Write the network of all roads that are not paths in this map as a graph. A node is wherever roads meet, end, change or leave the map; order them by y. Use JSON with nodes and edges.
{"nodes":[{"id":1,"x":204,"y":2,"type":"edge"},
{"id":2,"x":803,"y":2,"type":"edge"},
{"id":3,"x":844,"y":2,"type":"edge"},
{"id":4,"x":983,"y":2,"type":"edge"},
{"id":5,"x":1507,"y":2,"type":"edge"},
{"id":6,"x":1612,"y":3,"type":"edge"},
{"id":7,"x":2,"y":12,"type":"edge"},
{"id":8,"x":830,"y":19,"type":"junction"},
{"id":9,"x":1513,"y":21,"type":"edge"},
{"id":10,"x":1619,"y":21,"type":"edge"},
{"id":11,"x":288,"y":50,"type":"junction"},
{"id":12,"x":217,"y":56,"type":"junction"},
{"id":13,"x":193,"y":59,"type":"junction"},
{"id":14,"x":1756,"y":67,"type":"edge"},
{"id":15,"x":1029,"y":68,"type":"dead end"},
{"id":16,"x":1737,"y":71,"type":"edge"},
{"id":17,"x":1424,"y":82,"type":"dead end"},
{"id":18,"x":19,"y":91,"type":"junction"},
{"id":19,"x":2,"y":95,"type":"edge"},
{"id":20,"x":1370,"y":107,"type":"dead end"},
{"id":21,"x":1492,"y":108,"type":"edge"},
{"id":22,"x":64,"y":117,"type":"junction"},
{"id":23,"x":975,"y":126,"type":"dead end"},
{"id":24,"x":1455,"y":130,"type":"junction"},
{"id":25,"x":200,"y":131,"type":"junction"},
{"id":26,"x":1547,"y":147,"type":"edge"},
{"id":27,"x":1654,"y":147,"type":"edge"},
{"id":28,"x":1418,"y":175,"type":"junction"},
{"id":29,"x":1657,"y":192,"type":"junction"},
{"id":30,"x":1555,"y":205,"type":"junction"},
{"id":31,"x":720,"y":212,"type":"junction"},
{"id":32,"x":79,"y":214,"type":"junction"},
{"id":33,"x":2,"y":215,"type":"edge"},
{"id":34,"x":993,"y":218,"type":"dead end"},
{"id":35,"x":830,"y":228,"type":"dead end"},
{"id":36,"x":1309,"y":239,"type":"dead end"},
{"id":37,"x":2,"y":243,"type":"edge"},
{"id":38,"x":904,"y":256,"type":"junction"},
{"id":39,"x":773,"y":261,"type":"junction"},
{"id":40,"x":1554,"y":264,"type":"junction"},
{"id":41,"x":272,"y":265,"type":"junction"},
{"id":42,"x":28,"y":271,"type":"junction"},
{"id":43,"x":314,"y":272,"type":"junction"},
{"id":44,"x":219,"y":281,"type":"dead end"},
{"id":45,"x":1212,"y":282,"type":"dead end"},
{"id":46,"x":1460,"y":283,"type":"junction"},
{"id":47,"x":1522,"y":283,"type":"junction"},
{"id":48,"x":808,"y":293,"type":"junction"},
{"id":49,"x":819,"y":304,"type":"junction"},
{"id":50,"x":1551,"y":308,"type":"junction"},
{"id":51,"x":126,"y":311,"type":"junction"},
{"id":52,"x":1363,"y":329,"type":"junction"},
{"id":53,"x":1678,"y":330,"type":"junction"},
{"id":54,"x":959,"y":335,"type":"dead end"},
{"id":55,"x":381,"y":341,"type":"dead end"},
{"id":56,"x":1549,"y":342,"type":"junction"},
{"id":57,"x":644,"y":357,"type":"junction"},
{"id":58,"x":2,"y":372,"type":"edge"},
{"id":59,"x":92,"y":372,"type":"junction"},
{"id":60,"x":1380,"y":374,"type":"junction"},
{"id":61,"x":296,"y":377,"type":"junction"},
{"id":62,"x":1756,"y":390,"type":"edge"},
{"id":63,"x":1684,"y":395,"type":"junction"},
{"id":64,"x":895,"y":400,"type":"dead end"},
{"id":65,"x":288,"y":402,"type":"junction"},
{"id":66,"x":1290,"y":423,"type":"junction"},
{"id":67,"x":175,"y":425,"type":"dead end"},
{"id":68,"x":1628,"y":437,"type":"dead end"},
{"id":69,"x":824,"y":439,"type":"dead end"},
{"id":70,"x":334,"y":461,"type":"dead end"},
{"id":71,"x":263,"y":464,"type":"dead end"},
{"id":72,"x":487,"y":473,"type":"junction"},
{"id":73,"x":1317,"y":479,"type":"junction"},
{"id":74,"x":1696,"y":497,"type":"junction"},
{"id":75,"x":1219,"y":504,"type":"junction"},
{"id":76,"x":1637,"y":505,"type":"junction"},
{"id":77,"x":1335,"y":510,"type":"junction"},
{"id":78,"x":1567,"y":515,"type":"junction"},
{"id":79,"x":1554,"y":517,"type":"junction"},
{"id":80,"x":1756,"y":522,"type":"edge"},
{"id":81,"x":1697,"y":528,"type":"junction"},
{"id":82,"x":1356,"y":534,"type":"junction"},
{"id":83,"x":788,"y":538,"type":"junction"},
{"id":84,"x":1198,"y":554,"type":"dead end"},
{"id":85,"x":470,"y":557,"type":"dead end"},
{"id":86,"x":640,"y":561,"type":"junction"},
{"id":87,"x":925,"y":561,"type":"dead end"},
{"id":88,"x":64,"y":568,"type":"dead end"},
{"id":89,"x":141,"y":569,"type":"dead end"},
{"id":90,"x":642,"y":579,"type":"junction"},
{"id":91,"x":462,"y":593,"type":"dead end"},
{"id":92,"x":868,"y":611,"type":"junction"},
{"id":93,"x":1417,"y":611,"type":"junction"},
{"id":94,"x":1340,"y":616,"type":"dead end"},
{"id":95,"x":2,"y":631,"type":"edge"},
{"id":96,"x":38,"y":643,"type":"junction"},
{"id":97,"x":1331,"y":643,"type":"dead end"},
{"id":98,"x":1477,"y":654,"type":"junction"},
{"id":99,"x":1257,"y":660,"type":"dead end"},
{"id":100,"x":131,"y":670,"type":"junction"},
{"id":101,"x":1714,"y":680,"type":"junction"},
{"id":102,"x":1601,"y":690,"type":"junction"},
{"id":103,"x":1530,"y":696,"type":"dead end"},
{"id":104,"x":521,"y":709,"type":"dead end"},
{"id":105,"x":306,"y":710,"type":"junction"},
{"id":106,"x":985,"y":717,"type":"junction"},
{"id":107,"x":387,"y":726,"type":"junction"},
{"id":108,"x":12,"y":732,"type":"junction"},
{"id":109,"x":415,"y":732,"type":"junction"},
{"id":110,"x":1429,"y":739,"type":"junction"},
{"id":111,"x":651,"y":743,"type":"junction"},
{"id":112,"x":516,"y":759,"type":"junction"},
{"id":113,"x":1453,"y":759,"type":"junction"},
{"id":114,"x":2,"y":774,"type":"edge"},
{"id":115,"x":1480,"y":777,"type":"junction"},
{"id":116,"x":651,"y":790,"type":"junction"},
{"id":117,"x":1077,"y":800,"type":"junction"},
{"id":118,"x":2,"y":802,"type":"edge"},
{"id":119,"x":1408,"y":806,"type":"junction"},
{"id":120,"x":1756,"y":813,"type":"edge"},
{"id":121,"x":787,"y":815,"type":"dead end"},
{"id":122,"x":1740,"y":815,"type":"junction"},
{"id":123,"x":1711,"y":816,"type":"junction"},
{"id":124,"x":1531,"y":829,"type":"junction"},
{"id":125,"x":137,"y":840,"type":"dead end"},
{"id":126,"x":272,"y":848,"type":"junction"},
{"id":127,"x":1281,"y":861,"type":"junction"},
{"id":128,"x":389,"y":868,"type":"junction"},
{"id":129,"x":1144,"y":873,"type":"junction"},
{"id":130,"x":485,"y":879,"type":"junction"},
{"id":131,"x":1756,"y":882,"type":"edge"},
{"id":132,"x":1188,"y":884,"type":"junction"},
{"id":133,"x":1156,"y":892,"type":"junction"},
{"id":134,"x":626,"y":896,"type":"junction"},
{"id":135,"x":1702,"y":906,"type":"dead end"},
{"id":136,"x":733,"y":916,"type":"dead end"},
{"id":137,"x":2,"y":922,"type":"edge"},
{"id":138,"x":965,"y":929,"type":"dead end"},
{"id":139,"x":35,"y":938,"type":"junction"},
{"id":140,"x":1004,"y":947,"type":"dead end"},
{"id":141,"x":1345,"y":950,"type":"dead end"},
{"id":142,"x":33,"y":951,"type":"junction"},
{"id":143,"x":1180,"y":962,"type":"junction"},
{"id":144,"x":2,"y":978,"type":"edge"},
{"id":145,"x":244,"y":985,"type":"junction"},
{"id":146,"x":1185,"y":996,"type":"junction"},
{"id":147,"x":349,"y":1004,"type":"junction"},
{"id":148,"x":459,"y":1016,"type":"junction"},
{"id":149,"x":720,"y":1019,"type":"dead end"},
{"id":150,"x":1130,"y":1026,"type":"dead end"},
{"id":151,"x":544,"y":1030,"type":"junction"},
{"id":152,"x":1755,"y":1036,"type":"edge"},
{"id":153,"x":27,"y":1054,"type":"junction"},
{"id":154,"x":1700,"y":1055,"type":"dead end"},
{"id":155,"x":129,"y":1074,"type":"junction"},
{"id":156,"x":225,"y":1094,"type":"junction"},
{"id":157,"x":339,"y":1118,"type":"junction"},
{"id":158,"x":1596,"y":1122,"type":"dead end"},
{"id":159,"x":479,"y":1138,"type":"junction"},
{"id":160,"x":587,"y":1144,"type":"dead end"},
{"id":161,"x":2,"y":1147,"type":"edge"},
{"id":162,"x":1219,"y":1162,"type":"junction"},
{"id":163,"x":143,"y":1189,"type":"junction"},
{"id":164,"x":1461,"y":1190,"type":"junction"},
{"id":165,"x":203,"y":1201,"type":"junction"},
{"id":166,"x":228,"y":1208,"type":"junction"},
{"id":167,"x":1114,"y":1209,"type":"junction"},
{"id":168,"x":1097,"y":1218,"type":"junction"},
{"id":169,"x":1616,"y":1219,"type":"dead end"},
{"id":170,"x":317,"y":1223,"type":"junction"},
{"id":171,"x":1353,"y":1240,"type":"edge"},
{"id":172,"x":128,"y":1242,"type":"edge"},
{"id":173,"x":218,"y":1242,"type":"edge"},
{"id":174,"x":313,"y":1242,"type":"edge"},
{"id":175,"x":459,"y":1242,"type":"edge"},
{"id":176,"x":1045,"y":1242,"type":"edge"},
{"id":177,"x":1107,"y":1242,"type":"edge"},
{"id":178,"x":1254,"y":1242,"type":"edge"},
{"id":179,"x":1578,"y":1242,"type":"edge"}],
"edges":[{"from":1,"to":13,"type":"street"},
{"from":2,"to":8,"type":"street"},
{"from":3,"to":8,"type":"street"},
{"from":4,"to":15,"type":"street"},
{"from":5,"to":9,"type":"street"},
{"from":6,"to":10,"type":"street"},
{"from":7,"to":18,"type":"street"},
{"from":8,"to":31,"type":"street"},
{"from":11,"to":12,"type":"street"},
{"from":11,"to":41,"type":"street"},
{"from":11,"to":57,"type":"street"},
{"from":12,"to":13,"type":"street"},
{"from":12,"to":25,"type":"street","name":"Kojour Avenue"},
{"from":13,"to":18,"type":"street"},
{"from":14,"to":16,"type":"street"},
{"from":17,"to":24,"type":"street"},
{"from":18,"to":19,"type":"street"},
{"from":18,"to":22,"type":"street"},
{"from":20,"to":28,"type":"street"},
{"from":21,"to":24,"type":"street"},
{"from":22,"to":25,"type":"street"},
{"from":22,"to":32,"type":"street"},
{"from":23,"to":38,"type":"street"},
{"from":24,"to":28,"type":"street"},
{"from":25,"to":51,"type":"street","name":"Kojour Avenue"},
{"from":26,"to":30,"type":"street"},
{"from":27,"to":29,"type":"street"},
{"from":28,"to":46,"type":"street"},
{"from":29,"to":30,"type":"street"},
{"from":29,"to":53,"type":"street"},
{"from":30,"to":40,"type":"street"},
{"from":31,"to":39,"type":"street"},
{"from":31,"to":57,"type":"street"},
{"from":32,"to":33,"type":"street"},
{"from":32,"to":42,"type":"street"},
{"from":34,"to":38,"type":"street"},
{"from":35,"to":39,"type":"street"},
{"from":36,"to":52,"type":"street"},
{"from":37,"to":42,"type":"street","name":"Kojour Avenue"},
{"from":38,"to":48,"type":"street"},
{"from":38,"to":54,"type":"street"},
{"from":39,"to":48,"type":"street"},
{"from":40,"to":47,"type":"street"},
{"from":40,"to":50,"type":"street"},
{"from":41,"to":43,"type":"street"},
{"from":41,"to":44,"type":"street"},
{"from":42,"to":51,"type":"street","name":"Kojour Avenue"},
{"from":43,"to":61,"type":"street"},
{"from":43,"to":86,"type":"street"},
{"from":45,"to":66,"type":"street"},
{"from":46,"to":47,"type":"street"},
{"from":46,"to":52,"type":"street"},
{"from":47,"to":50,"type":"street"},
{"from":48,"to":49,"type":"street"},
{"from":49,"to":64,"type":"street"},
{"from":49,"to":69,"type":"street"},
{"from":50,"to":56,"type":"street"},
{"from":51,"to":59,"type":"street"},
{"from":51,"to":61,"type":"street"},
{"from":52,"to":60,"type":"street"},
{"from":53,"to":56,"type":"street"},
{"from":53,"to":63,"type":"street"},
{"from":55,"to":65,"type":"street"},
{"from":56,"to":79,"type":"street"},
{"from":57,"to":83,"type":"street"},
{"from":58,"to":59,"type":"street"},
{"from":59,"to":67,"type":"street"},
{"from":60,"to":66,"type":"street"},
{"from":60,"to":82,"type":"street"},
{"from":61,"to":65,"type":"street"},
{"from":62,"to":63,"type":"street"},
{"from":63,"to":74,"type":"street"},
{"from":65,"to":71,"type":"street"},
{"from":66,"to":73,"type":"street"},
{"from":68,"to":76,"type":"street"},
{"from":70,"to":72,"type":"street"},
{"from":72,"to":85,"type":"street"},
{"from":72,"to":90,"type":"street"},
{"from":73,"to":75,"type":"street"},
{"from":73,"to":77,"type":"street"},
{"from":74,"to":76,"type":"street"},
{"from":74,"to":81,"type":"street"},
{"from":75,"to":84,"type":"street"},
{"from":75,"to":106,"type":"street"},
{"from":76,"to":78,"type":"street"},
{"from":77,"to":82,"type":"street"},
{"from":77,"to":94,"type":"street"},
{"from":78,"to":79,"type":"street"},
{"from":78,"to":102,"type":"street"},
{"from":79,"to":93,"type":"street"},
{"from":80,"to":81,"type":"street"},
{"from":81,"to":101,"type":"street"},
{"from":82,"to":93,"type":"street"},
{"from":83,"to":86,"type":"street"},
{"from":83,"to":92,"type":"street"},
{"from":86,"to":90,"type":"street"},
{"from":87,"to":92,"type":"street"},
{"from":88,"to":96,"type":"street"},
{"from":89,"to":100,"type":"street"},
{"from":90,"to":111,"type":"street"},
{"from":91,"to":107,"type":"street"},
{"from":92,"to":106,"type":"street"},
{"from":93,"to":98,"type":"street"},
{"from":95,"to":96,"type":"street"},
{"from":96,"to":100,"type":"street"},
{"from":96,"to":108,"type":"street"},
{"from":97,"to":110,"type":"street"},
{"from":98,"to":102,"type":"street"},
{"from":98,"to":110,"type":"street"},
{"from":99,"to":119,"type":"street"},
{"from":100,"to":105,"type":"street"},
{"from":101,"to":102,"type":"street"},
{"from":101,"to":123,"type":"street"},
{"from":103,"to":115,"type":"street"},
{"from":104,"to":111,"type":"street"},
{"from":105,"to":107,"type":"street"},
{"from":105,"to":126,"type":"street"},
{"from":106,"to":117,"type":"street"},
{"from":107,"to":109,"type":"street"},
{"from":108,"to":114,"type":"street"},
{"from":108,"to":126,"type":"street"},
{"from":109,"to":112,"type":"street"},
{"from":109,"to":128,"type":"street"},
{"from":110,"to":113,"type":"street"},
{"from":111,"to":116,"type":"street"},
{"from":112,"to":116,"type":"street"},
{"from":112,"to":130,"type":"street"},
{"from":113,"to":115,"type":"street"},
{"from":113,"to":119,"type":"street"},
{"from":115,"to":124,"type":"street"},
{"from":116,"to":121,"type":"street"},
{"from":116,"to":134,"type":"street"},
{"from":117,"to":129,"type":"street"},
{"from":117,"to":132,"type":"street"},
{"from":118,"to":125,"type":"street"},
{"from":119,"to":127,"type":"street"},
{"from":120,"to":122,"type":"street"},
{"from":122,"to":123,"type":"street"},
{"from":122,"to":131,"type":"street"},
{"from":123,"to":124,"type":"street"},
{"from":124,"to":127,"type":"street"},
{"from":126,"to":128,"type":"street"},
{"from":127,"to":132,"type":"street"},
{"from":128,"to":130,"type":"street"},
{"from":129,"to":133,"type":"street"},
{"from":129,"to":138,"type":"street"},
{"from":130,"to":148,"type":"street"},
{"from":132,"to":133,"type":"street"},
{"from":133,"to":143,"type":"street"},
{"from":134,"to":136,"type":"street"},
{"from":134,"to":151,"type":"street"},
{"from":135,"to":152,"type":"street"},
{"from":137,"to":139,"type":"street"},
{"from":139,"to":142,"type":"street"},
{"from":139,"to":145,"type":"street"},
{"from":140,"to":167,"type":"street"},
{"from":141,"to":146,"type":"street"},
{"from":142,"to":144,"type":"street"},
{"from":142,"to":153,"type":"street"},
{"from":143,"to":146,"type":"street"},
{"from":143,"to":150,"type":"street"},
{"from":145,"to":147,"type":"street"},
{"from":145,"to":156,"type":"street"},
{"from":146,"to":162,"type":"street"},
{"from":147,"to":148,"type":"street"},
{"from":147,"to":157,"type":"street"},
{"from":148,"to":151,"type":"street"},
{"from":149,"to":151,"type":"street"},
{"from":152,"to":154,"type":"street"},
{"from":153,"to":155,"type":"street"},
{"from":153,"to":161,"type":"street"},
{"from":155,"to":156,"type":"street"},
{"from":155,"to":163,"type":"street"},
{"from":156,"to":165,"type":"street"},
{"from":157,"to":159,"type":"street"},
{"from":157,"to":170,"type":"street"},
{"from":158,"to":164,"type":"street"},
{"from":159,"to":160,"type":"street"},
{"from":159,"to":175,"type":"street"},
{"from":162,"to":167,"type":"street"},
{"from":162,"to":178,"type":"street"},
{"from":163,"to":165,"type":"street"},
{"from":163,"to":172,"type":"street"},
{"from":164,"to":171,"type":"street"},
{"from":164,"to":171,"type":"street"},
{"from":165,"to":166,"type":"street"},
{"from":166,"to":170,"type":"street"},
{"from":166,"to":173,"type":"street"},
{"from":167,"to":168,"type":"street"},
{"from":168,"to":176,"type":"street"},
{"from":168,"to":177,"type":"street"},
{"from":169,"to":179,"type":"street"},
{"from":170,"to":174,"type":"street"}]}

■ Task instructions ■
For each line above that contains the word "edges", make a copy.

■ The answer ■
Write the network of all roads that are not paths in this map as a graph. A node is wherever roads meet, end, change or leave the map; order them by y. Use JSON with nodes and edges.
"edges":[{"from":1,"to":13,"type":"street"},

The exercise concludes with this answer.